After adding the labels, verify that they were successfully applied by running the following command again:

kubectl get nodes --show-labels

(Optional) Metrics service

Materialize does not require the Kubernetes metrics service to function. However, if observability.enabled: true and observability.podMetrics.enabled: true are set in the Helm values file, environmentd would expect a running metrics service. Without it, and with observability disabled, Materialize will still operate, but metrics will not be available in the web console.

For more information, see the Metrics Server documentation. To install the metrics server, follow these steps:

First, add the metrics-server Helm repository:

helm repo add metrics-server https://kubernetes-sigs.github.io/metrics-server/
helm repo update

Install the metrics server with TLS disabled and proper address types configured:

helm install metrics-server metrics-server/metrics-server \
  --namespace kube-system \
  --set args="{--kubelet-insecure-tls,--kubelet-preferred-address-types=InternalIP\,Hostname\,ExternalIP}"

As this is a local testing environment, we are disabling TLS for the metrics server to avoid issues with the environmentd pod.
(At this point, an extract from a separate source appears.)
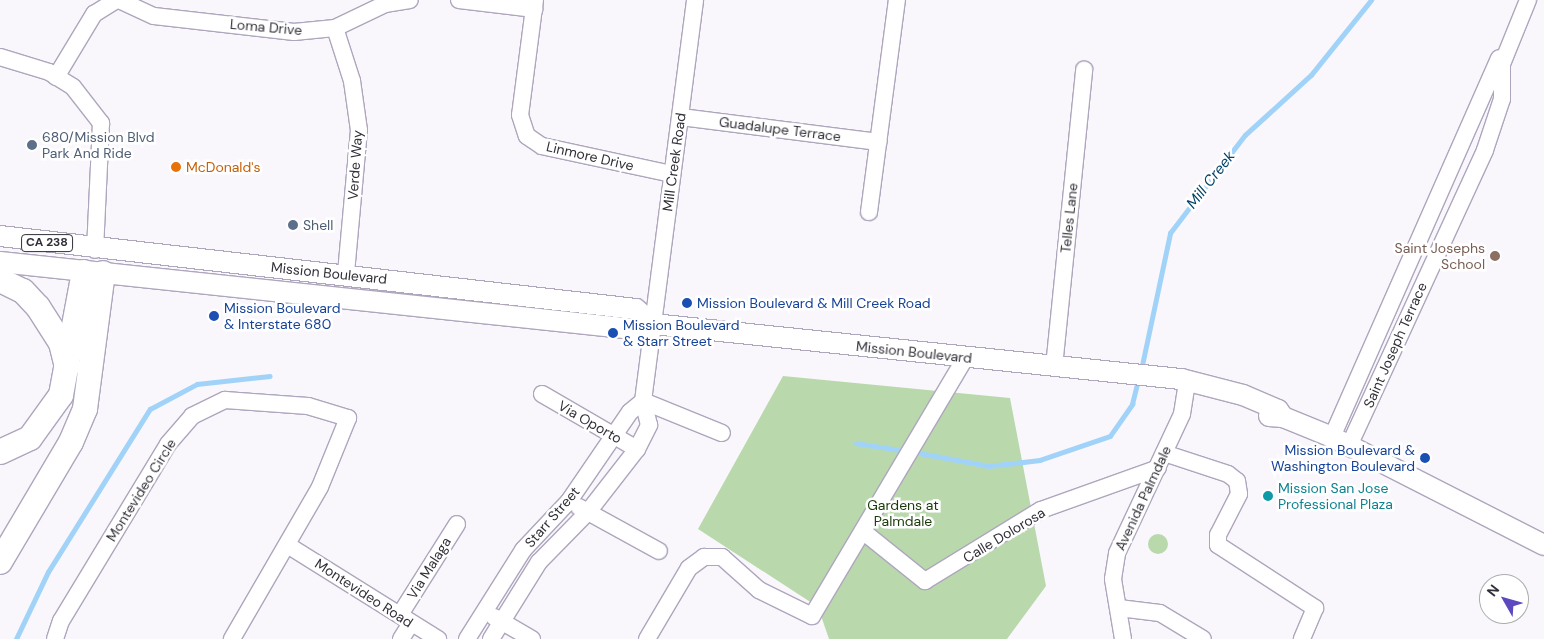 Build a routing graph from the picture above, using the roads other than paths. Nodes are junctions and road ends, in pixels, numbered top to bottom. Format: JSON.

This is not recommended for production environments.

Get the metrics server pod status:

kubectl get pods -n kube-system -l app.kubernetes.io/instance=metrics-server

Later on, if you need to uninstall the metrics server, run:

helm uninstall metrics-server -n kube-system

(Optional) Test data ingestion with Redpanda and Datagen

Once everything is set up, you can test data ingestion using Redpanda and Datagen.

kubectl apply -f redpanda.yaml
kubectl apply -f datagen.yaml

After deploying Redpanda and Datagen, you'll need to have a Materialize instance running to consume the data.

Once Materialize is running, connect using psql and create a connection to the Redpanda instance:

-- Create a connection to Redpanda in the 'materialize' namespace
CREATE CONNECTION rp_connection TO KAFKA (
    BROKER 'redpanda.materialize.svc.cluster.local:9092',
    SECURITY PROTOCOL = 'PLAINTEXT'
);

Create a source in Materialize that reads data from the topic generated by datagen.

-- Create a source to consume messages from the 'mz_datagen_test' topic
CREATE SOURCE rp_datagen
  FROM KAFKA CONNECTION rp_connection (TOPIC 'mz_datagen_test')
  FORMAT JSON;

Create a materialized view to extract and store the data for easy querying.

-- Create a materialized view to extract 'id' and 'name' fields
CREATE MATERIALIZED VIEW datagen_view AS
SELECT
    (data->>'id')::int AS id,
    data->>'name' AS name
FROM rp_datagen;

To check if data is flowing correctly, run:

-- Query the materialized view to see incoming data
SELECT * FROM datagen_view LIMIT 10;

This should display data generated by your datagen service.

Notes

  • Adjust resource requests and limits based on your cluster's capacity.
  • Ensure your Kubernetes cluster has enough resources to run these services.
  • The minio.yaml, postgres.yaml, and redpanda.yaml configurations are minimal examples suitable for local testing environments.